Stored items
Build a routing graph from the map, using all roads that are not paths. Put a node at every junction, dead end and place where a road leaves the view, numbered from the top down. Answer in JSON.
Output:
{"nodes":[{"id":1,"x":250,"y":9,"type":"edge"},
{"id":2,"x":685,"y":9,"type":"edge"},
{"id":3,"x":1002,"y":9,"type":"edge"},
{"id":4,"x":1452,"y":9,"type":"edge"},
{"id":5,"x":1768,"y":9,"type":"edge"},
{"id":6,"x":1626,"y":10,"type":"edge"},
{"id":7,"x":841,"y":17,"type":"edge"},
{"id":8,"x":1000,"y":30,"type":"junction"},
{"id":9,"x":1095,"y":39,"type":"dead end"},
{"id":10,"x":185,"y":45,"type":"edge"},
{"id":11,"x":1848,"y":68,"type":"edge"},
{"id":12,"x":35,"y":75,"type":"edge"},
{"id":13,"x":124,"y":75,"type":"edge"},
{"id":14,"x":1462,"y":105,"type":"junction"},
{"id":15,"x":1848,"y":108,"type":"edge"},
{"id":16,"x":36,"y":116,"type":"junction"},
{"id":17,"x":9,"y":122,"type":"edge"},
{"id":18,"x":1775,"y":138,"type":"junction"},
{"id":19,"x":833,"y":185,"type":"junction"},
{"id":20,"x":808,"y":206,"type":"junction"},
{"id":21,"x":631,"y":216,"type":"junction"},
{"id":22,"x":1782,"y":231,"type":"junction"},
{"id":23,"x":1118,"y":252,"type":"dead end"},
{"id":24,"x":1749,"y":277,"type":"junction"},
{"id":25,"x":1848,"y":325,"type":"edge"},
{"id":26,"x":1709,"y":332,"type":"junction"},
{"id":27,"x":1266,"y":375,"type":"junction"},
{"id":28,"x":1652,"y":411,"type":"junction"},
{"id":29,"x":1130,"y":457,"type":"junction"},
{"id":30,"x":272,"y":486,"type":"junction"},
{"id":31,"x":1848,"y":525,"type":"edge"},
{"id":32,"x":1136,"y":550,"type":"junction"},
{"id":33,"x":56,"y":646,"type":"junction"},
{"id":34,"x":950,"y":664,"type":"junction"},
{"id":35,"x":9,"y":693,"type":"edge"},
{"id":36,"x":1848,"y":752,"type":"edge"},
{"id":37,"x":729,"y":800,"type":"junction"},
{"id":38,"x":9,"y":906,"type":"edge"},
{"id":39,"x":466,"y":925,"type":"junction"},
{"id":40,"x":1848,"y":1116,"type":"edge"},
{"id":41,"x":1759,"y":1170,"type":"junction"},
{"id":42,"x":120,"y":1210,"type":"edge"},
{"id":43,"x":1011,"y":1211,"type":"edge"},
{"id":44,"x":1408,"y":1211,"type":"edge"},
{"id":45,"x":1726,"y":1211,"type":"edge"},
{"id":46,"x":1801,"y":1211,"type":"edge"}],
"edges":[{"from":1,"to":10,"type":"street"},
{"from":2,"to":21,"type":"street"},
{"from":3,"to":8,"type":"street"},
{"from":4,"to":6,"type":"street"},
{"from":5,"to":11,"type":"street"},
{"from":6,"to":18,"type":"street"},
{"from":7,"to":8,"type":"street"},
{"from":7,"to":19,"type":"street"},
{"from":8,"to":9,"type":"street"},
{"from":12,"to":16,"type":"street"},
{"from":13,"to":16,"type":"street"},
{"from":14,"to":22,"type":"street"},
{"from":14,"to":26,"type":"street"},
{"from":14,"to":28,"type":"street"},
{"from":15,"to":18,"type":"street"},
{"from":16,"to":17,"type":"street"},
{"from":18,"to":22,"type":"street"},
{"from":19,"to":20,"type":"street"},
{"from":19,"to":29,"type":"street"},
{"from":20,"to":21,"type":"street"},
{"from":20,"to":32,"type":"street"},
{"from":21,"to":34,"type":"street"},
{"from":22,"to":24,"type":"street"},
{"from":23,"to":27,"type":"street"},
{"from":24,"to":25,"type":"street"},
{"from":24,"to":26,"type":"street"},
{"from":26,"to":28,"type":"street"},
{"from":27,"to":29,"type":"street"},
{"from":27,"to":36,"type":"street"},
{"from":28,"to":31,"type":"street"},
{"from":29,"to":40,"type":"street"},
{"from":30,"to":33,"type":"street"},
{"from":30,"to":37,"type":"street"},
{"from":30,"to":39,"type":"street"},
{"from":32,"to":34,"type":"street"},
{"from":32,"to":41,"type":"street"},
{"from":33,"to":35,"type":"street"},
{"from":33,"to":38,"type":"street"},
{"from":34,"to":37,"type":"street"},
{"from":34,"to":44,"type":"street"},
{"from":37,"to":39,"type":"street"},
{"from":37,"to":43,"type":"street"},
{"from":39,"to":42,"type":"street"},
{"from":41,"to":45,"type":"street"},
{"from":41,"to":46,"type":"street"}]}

# Try it
How many of the lines above contain the string "dead"? Give the number only.

# Solution to this task
3